EXERCISE PROMPT:
Lines that contain the string "PEDRAZA" are the ones to list; copy all of them from the records.
----- MATERIAL FOR THIS TASK -----
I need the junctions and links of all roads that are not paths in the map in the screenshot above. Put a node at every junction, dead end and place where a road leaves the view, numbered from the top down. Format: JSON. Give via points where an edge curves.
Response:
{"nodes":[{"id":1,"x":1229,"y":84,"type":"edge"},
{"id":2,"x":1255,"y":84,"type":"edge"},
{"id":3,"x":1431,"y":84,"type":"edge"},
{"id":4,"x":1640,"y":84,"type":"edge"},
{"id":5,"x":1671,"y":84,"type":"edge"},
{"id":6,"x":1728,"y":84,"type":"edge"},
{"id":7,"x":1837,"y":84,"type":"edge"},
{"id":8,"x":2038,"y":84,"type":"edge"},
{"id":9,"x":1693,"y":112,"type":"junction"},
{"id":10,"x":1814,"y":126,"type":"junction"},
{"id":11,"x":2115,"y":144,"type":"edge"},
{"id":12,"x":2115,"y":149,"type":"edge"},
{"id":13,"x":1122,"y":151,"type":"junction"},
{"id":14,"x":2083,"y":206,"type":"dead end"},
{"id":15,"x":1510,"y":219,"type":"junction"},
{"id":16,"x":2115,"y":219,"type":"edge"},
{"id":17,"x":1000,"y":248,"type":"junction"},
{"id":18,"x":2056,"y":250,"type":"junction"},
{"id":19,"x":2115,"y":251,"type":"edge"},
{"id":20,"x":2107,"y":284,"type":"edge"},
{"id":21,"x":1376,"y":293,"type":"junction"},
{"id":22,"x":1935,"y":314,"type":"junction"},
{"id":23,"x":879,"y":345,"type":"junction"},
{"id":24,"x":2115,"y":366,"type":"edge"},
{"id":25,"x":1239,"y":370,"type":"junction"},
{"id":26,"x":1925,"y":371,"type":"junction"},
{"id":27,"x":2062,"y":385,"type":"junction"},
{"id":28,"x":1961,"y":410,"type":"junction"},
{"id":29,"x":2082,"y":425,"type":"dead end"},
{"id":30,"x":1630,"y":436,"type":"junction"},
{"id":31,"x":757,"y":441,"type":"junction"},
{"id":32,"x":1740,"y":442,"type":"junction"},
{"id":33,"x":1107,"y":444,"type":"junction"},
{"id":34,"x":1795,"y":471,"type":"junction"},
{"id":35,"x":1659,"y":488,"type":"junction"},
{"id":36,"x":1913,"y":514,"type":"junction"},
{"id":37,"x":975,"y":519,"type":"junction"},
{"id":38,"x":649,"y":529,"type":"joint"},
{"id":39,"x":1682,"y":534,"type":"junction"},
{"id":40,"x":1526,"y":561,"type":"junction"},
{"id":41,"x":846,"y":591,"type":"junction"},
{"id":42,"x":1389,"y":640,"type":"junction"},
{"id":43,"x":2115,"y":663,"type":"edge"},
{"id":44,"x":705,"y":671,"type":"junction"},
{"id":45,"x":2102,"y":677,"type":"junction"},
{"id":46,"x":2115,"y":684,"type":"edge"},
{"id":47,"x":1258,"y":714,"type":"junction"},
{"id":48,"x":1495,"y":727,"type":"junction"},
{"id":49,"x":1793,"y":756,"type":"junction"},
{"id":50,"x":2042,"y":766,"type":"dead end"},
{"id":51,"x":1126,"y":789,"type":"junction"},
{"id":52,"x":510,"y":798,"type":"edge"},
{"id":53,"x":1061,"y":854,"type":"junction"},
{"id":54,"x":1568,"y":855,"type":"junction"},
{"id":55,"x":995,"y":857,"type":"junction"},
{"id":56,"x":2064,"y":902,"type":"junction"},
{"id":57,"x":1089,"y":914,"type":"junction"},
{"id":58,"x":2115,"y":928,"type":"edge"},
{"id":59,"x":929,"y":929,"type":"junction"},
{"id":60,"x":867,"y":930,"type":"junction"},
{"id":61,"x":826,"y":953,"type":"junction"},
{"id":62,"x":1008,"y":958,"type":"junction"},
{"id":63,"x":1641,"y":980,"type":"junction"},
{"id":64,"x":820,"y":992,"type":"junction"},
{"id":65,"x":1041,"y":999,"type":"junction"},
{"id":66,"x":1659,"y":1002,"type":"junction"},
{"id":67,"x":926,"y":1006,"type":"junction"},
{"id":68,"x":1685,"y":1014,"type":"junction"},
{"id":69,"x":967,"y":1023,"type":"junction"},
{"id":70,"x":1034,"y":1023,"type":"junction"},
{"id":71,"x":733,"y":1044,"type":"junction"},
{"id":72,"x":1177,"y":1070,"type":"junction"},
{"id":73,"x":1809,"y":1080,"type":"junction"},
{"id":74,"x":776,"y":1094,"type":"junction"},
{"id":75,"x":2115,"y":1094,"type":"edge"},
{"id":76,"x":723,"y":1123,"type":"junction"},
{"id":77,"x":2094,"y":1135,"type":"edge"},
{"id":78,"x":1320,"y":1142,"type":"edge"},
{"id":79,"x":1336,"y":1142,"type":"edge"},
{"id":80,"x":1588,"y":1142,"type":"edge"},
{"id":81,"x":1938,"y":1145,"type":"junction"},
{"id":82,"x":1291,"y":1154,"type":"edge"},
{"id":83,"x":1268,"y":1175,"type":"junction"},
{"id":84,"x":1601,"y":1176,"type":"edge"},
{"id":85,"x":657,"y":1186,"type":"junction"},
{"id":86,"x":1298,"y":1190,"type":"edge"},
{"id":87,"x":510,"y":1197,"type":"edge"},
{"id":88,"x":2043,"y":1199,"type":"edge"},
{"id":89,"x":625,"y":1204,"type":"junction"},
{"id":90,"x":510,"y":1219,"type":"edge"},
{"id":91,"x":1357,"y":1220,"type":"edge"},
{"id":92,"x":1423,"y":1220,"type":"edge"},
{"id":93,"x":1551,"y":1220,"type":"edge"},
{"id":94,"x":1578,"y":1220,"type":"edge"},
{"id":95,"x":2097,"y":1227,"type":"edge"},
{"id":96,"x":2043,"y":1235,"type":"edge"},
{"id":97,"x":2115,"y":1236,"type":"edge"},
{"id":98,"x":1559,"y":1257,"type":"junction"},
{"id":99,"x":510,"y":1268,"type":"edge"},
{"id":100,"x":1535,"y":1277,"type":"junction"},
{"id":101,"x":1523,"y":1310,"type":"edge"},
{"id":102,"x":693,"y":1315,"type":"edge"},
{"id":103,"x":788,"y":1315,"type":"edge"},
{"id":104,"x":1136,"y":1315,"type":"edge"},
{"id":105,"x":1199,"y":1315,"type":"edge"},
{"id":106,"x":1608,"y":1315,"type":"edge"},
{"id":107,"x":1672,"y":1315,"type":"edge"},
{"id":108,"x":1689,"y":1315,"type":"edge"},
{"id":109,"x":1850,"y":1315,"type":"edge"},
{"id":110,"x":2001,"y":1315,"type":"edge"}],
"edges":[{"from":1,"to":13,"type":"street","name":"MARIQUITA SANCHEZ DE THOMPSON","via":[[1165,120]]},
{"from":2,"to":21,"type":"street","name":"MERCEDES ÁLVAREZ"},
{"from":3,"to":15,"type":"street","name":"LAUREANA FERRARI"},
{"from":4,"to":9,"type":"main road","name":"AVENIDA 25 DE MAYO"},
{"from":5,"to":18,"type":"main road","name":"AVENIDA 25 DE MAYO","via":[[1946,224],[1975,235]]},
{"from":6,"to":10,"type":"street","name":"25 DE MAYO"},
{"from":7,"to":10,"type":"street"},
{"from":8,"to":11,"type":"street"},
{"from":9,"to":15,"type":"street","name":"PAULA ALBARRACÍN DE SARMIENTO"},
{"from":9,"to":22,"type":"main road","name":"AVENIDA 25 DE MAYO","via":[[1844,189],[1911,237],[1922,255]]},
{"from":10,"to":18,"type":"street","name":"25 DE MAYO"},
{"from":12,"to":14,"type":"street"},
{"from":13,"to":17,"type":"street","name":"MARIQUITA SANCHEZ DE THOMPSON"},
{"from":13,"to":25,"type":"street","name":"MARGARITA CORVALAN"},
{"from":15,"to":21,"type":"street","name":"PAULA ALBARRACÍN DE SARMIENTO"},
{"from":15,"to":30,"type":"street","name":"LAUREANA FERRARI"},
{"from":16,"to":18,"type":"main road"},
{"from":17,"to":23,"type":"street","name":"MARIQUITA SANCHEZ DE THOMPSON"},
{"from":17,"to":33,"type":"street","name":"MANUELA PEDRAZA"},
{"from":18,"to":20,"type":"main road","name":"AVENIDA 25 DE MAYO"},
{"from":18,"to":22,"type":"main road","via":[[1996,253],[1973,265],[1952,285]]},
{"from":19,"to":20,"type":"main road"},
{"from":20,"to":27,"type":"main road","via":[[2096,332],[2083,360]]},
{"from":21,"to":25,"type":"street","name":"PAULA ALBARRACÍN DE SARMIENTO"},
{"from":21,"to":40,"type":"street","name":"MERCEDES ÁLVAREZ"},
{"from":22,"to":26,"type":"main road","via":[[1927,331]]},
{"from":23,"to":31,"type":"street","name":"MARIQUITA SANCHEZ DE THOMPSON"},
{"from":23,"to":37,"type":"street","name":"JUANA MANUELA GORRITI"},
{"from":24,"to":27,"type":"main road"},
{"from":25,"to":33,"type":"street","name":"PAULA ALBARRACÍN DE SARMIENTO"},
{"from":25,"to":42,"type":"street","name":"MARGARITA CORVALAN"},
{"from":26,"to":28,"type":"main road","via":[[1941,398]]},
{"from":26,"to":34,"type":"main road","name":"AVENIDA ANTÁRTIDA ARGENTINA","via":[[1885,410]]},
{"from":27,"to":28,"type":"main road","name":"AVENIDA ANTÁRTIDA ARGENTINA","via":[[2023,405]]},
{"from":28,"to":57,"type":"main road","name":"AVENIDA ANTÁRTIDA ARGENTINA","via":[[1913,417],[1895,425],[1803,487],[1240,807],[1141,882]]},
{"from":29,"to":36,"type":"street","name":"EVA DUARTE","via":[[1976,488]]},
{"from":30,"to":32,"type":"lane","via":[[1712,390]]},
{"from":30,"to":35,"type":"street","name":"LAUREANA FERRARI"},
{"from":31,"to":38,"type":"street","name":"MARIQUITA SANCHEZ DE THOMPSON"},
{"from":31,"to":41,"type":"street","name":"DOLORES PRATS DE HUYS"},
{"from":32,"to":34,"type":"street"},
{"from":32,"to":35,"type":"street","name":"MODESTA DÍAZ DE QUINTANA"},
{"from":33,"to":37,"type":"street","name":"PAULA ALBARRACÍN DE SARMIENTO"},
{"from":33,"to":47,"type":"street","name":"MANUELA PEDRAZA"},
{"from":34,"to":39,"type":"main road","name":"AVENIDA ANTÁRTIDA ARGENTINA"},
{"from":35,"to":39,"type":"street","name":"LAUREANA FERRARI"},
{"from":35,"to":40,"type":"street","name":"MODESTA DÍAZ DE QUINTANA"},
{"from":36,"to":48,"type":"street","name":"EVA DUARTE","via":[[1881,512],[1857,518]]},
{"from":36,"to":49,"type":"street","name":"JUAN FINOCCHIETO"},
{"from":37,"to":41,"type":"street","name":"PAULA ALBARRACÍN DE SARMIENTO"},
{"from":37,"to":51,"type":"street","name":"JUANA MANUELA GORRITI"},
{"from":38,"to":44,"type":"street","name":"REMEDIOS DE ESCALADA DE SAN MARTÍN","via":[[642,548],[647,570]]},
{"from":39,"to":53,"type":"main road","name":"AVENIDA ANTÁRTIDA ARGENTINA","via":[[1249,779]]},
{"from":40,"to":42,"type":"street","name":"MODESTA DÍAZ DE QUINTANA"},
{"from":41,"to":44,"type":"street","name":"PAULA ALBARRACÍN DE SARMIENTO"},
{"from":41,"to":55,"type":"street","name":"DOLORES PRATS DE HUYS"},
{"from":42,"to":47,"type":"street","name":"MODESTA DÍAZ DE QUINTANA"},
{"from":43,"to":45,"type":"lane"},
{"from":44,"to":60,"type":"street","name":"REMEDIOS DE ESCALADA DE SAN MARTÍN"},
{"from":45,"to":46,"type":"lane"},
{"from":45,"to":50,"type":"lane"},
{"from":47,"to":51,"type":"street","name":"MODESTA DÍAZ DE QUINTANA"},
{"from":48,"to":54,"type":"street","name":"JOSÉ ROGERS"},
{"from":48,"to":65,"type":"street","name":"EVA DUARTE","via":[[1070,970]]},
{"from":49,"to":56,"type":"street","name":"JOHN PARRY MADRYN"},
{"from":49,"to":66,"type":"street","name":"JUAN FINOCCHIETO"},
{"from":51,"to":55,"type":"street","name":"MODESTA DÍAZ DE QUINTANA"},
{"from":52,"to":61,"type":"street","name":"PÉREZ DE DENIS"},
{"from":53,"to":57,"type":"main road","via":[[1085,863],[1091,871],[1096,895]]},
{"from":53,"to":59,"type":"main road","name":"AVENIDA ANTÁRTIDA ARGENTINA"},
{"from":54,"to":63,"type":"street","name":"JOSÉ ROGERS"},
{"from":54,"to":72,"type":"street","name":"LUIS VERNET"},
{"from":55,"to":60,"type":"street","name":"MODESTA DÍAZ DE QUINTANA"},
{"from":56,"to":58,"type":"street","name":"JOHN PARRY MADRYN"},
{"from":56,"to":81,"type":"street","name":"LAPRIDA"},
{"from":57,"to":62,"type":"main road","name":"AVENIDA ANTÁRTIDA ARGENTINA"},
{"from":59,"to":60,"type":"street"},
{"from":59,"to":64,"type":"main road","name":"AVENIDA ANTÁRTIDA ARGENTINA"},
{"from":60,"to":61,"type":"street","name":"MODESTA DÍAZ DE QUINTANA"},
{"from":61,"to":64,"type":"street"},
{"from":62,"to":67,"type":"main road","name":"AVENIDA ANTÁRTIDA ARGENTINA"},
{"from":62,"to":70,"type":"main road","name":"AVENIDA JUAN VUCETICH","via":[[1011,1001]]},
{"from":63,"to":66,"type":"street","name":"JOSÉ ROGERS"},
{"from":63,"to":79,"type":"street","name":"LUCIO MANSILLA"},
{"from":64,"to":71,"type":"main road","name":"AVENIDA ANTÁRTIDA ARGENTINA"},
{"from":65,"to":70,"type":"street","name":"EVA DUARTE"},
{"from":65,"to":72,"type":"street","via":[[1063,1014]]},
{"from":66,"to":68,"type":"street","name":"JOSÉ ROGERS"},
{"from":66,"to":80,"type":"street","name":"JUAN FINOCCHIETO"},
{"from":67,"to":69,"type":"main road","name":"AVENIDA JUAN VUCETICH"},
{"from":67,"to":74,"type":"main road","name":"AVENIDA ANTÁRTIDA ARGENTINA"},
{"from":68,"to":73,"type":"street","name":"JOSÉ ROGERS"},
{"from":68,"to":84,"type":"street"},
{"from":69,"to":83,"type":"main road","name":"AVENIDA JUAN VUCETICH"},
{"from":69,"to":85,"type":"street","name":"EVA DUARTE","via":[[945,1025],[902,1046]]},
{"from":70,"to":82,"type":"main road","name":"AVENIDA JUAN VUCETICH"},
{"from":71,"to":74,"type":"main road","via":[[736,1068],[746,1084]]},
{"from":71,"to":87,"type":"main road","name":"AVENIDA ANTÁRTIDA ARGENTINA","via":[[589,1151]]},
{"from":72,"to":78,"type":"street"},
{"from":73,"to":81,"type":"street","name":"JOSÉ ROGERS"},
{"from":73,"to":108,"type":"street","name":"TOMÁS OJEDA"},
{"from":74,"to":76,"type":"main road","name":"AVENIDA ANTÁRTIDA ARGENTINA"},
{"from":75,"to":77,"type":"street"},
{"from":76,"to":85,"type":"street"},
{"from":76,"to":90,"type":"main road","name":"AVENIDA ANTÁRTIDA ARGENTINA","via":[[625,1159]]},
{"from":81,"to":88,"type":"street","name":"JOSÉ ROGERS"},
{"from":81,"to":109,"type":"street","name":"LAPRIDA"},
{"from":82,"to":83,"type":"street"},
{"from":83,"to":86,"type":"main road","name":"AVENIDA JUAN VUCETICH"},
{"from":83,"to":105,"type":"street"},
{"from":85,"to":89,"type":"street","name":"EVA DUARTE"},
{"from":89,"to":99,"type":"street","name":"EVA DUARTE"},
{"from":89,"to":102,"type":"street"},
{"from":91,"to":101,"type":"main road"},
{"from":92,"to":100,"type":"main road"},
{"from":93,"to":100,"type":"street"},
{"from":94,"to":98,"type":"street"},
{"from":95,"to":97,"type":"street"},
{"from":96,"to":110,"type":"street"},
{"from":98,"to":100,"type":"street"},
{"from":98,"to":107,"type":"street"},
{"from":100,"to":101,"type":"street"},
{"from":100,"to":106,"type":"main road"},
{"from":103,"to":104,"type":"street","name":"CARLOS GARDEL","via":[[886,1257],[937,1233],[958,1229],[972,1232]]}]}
-----
WRITTEN ANSWER:
{"from":17,"to":33,"type":"street","name":"MANUELA PEDRAZA"},
{"from":33,"to":47,"type":"street","name":"MANUELA PEDRAZA"},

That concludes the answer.